Open dirkhh opened 5 months ago
Actually the time sync mode configured in dietpi.txt
should be applied after the initial update and after in case automated installs did finish. Without moreless correct system time (so that HTTPS succeeds), it would fail already at the dietpi-update
check. So it should always sync the time at least once with systemd-logind
at early boot, once network has been configured.
At which stage exactly did it fail? Otherwise, I suggest to leave NTP mode untouched for first boot and then apply it with the automation script. You can use this command after chrony was installed:
/boot/dietpi/func/dietpi-set_software ntpd-mode 0
To reproduce minimally i loaded the image fresh from the dietpi website: DietPi_RPi-ARMv8-Bookworm.img.xz
No worries about the password in the config, it's public / randomized on build: dietpi.txt
ssh into the image and it shows this:
Choosing take over and cancel to investigate the state of the image:
root@adsb-feeder:~# cat /boot/dietpi/.version
G_DIETPI_VERSION_CORE=9
G_DIETPI_VERSION_SUB=1
G_DIETPI_VERSION_RC=1
G_GITBRANCH='master'
G_GITOWNER='MichaIng'
The logs don't seem to be very useful:
root@adsb-feeder:/var/tmp/dietpi/logs# ls
dietpi-firstboot.log dietpi-ramlog.log fs_partition_resize.log
dietpi-firstboot.log: http://sprunge.us/N7dVni dietpi-ramlog.log: http://sprunge.us/FGRdL2 fs_partition_resize.log: http://sprunge.us/7UMRUC
Anything else in regards to logs i can get you? I'm pretty sure you could reproduce with the above but i'm happy to investigate further.
Edit: journalctl: http://sprunge.us/ovZodp
At which stage exactly did it fail? Otherwise, I suggest to leave NTP mode untouched for first boot and then apply it with the automation script. You can use this command after chrony was installed:
That will be a perfectly good work-around for the usecase in question. (I've already tested a similar workaround just using sed to modify the config because i wasn't aware of the mentioned command, worked perfectly fine)
The early setup steps all succeded. Is there some /var/log/dietpi-update.log
or /var/tmp/dietpi/logs/dietpi-firstrun-setup.log
?
Not that i can see:
root@DietPi:~# ls /var/log/
README btmp lastlog private wtmp
root@DietPi:~# ls /var/tmp/dietpi/logs/
dietpi-firstboot.log dietpi-ramlog.log fs_partition_resize.log
dietpi-update stage 0 log: http://sprunge.us/oiBnJG
To get the log i added logging to this line: https://github.com/MichaIng/DietPi/blob/master/dietpi/dietpi-login#L188 (Probably good to add logging for that regardless of this issue)
systemd-timesyncd systemd service seems to only runs after that first dietpi-update (it does run as the journal shows and it hasn't yet run because the time isn't set yet) In other NTP modes dietpi-update specifically starts systemd-timesyncd via run_ntpd when starting but for NTP=0 it does not.
Yeah that approach didn't work because it doesn't wait for network / wait for timesync success. (the commit above that references the issue that wasn't really ready)
It's quite tricky to add some sort of exception for $G_DIETPI_INSTALL_STAGE == 0
into dietpi/func/run_ntpd
I don't have a good idea for it and it's probably not that important.
In regards to the logging i've tested some simple changes and made a PR but feel free to just close the PR and add logging as you see fit :) https://github.com/MichaIng/DietPi/pull/6988
Weird: In the journalctl log it shows that the time was correctly set:
systemd-timesyncd[297]: Initial clock synchronization to Tue 2024-03-26 09:36:01.879213 GMT.
But during the APT update, it is at an older time.
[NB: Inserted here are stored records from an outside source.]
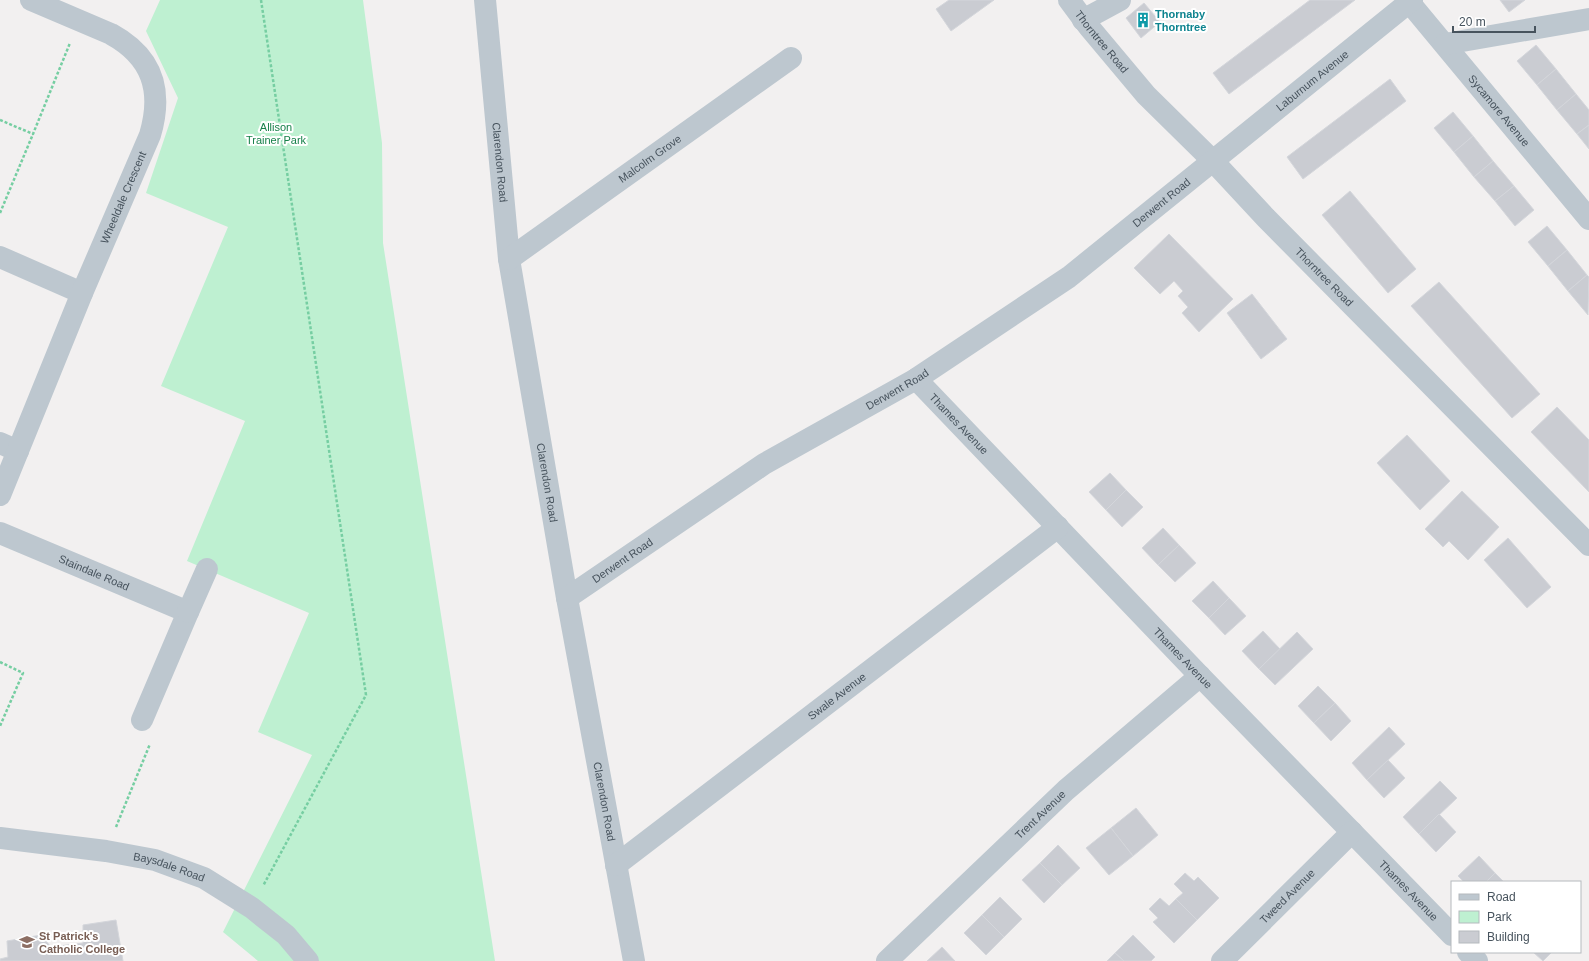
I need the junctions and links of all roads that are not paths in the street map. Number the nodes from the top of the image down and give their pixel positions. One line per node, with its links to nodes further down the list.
1 (32, 0): 14 (street, Wheeldale Crescent)
2 (485, 0): 13 (street, Clarendon Road)
3 (1069, 0): 7 (street, Thorntree Road)
4 (1120, 0): 7 (street)
5 (1411, 1): 8 (street, Sycamore Avenue); 10 (street, Laburnum Avenue)
6 (1589, 19): 8 (street)
7 (1083, 20): 10 (street, Thorntree Road)
8 (1445, 44): 11 (street, Sycamore Avenue)
9 (791, 58): 13 (street, Malcolm Grove)
10 (1213, 161): 15 (street, Derwent Road); 20 (street, Thorntree Road)
11 (1589, 219)
12 (0, 257): 14 (street)
13 (509, 259): 22 (street, Clarendon Road)
14 (82, 293): 16 (street, Wheeldale Crescent)
15 (916, 379): 18 (street, Thames Avenue); 22 (street, Derwent Road)
16 (9, 447): 17 (street, Wheeldale Crescent)
17 (0, 495)
18 (1058, 527): 24 (street, Thames Avenue); 28 (street, Swale Avenue)
19 (0, 532): 23 (street, Staindale Road)
20 (1589, 545)
21 (207, 569): 23 (street)
22 (567, 598): 28 (street, Clarendon Road)
23 (188, 612): 25 (street)
24 (1200, 676): 26 (street, Thames Avenue); 33 (street, Trent Avenue)
25 (142, 720)
26 (1352, 832): 29 (street, Thames Avenue); 34 (street, Tweed Avenue)
27 (0, 838): 31 (street, Baysdale Road)
28 (616, 865): 32 (street, Clarendon Road)
29 (1451, 934)
30 (1469, 953): 35 (street)
31 (308, 961)
32 (634, 961)
33 (887, 961)
34 (1222, 961)
35 (1477, 961)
As if it somehow got set back later.
EDIT: Ah right, because it is already set to mode 0, it is not waiting for the time sync. Okay indeed this is not optimal: The systemd-timesyncd service is disabled later after dietpi-software
ran, bit run_ntpd
does not wait for the time sync already before that. Would be better to have it reading the mode elsewhere, so that the effective setting always matches the state of thr systemd unit and is only set together with dietpi-set_software ntpd-mode
after first run setup has otherwise finished. But I do not like to have multiple flags. I have to think about how to do this best.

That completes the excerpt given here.